Nel film “A beautiful mind” si assiste a un dialogo fra il protagonista John Nash e la sua futura moglie Alicia, in cui appare ben chiara la natura duale dell’uomo, sempre in bilico fra la ragione e il sentimento: alla richiesta di lui di una prova verificabile del loro amore, lei ribadisce che persino i dati sull’infinità dell’universo non sono stati dimostrati, eppure vi si crede alla cieca; è la stessa cosa con l’amore.
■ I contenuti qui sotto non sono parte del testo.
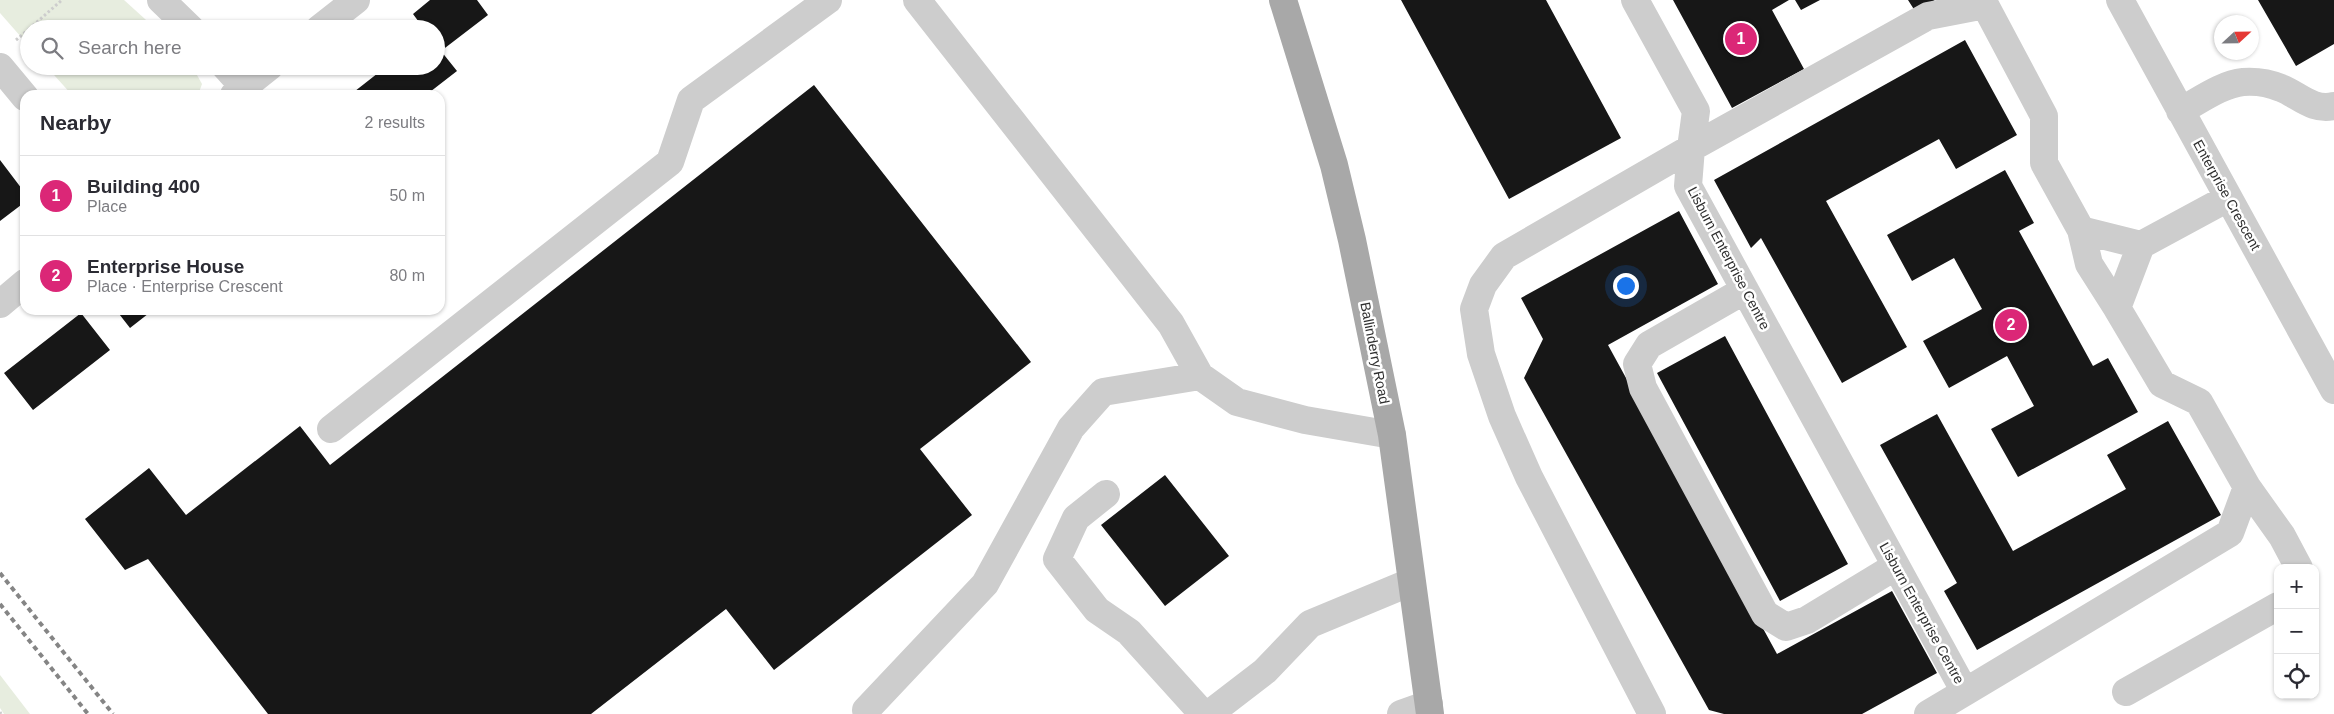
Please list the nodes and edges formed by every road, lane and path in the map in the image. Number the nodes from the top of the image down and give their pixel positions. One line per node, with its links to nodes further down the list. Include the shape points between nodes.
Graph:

Tuttavia, spogliato di ogni elemento razionale esso diventa pura follia, chaon ab ordine. La dualità umana fa della ragione la controparte della spiritualità, ed è proprio la ragione che impone al mondo un modello fatto di classificazioni e definizioni, al fine di conferirgli una struttura ordinata. La stessa parola ratio esprime la ricerca di un criterio e di un rapporto logico come fattori di coesione di una realtà altrimenti dispersiva. È questa ricerca che porta al tentativo di spiegare tutto mediante la pretesa di validazione del concreto attraverso un procedimento che, facendo uso di dimostrazioni, arrivi a fornire dati empirici verificabili. Forse in questo tentativo si cela il timore dell’ignoto inspiegabile, l’uomo ama crogiolarsi nelle sue certezze facendo un uso talvolta quasi abusivo della ragione e pretende di estenderne illimitatamente il raggio d’azione; tuttavia il filosofo Rabindranath Tagore diceva che una mente tutta logica è come un coltello tutto lama: taglia la mano di chi lo usa. Forse nella nostra applicazione della ragione alla sfera emotiva non ci siamo resi conto che nella sua semplicità l’amore non richiede alcuna formula per essere spiegato, non ha bisogno di essere verificato sperimentalmente, così come non possiamo dimostrare gli assiomi, ma possiamo conferire loro potere semplicemente credendoci. L’amore è infinito, atemporale, e assieme alla matematica fonda l’universo, a riprova che all’origine di tutto esiste una dualità di elementi opposti che tuttavia non sconfinano l’uno nel campo dell’altro. Perché è impossibile matematizzare il sentimento o “sentimentalizzare” la matematica, e tuttavia entrambi sono pilastri portanti della nostra esistenza.
Quando andiamo oltre le reazioni chimiche del nostro cervello, oltre la corporeità, e dunque oltre tutto il razionale, ciò che rimane non può essere inteso se non con l’anima, attraverso il cuore. Ciò non significa rifiutare completamente la ragione, perché sarebbe come privare un edificio della sua ossatura, ma lasciare che la vita si manifesti anche nel mistero delle cose che non trovano una spiegazione logica. Hegel affermava che la realtà segue una trama razionale; Schopenhauer, ricalcando la sua celebre massima “Tutto il reale è razionale, il razionale è reale”, sosteneva che “Tutto il reale è irrazionale, tutto l’irrazionale è reale”, a ribadire che la ragione non è incondizionata e le cose che inevitabilmente sfuggono alla sua presa trovano espressione nel reale. Aristotele diceva che la virtù sta nel mezzo, e in fondo la vita è una continua ricerca di equilibrio; l’interezza del nostro essere non è che unità di opposti e sta a noi trovare la “giusta misura”. L’amore ci rende ciechi, la ragione ci ridà la vista; laddove finisce l’una comincia l’esistenza dell’altro. All’interno degli schemi dell’amore la ragione appare assurdità; nel dogma razionale l’amore diventa pazzia. Ma è in questa follia che troviamo la nostra sanità.